The vote in Chattanooga is shaping up to be a referendum on whether UAW President Shawn Fain’s worker-empowerment message will resonate with auto-factory workers outside the union’s industrial-Midwest stronghold. Fain wants to leverage the union’s success in Detroit to expand its reach and membership, which has gradually declined from 1.5 million members in the 1970s.
As of 2023, the UAW had roughly 370,000 members with many of them collected in other sectors, such as gambling and higher education.
UAW leaders say conditions are ripe to snap its losing streak among auto workers in the South.
“When we return to the bargaining table in 2028, it won’t just be with the Big Three, but with the Big Five or Big Six,” Fain said late last year.
Workers behind the unionization effort at Volkswagen said they want to join the UAW for more pay, better work schedules and other benefits.
Volkswagen said it has “some of the best-paying jobs in the area” and is proud of its working environment at the plant.
“We fully support an NLRB vote so every team member has a chance to a secret ballot vote on this important decision,” the company said. VW’s European factory workforce is unionized, and labor officials hold several seats on the German automaker’s supervisory board.
For decades, Detroit executives have complained that the UAW contracts leave them with heavier labor costs than Toyota, Honda and other foreign rivals with nonunion U.S. workforces.
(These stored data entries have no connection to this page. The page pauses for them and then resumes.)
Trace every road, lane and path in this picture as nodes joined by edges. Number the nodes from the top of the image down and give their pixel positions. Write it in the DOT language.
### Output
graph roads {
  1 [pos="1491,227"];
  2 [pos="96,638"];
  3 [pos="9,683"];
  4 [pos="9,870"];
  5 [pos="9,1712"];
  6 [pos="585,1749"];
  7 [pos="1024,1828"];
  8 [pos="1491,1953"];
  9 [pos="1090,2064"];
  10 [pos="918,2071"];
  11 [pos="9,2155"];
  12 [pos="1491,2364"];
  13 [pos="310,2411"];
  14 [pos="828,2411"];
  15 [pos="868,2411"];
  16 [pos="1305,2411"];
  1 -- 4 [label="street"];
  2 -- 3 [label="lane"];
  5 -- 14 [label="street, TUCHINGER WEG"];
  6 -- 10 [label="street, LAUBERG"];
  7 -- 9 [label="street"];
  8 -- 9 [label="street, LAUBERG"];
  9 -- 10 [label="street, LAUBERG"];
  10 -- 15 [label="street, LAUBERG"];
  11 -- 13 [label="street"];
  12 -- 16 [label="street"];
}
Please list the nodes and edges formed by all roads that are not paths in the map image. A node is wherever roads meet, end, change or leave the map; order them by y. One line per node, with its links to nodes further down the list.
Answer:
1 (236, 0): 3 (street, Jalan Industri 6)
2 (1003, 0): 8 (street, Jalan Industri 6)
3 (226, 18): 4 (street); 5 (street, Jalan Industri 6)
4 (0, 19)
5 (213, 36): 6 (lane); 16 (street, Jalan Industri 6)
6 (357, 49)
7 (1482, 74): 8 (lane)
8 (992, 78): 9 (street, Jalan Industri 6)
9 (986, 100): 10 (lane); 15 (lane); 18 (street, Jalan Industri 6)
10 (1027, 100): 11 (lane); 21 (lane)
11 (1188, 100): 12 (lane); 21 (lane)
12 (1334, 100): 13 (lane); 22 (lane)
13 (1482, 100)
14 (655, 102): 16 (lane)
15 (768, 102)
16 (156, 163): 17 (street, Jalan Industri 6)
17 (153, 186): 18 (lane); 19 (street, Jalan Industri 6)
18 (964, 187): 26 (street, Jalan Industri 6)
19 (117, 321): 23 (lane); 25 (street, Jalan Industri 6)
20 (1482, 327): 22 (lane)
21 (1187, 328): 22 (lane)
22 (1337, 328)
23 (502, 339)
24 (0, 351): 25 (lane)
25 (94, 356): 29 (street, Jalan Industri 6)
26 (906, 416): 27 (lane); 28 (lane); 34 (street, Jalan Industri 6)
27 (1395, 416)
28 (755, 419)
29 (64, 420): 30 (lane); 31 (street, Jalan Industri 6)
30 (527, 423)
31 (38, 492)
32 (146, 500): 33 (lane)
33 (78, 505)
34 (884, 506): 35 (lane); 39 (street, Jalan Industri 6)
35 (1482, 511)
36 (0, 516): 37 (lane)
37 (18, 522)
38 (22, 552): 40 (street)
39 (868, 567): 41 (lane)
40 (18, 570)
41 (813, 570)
In 2022, foreign automakers paid a top wage of about $28 an hour, compared with about $32 at the three Detroit companies.
The new UAW contracts secured in the fall further boosted the top pay for factory workers at GM, Ford and Stellantis to roughly $42 an hour. Since then, Tesla and several foreign automakers have doled out significant wage increases to their U.S. workers.
Beyond VW, the union wants to organize factories of about a dozen other automakers, including Toyota Motor, Honda Motor and electric-vehicle maker Tesla, accounting for about 150,000 workers. That is roughly the same number covered under the contracts with GM, Ford and Stellantis, at factories mostly in union-friendly states in the Great Lakes region.
A unionization vote at VW’s Chattanooga factory failed in 2014, and the UAW fell short again in a close vote in 2019. Workers at a Nissan Motor plant in Mississippi in 2017 also rejected UAW representation.
On Tuesday, a group of six Southern governors, including Tennessee Gov. Bill Lee, issued a letter in opposition to the UAW’s organizing drive, claiming it would threaten their auto-industry investments and the health of the companies.
“Unionization would certainly put our states’ jobs in jeopardy,” reads the letter, also signed by the governors of Alabama, Georgia, Mississippi, South Carolina and Texas.
Fain’s team seized on a confluence of macro factors that aided the union’s historic contract wins in Detroit last fall: a tight labor market, high inflation and a record run of carmaker profits—all set amid a galvanized U.S. labor movement.
In the past few years, other labor unions have mounted successful organizing drives at Starbucks stores, an Amazon.com warehouse and the Dartmouth men’s basketball team. And unions have notched several collective-bargaining wins—at United Parcel Service, farm-equipment maker Deere and other companies.
Fain was elected UAW president in March 2023 on a message of reform, following years of corruption in the union’s top ranks. The electrician and Indiana native has brought in activists from other sectors in the labor movement, including people with experience running organizing drives.
A unionization vote by about 5,000 Mercedes-Benz workers at the German automaker’s plant near Tuscaloosa, Ala., is expected next month after enough signatures were gathered to call for a vote under NLRB rules, the UAW has said.
In Chattanooga, workers will vote up or down on the question of whether they want to be represented by the UAW in collective bargaining. Voting, which will be done in person at the factory, was scheduled to start before dawn on Wednesday and run until 8 p.m. Friday.
The National Labor Relations Board is overseeing the vote and expects to have results by late Friday night.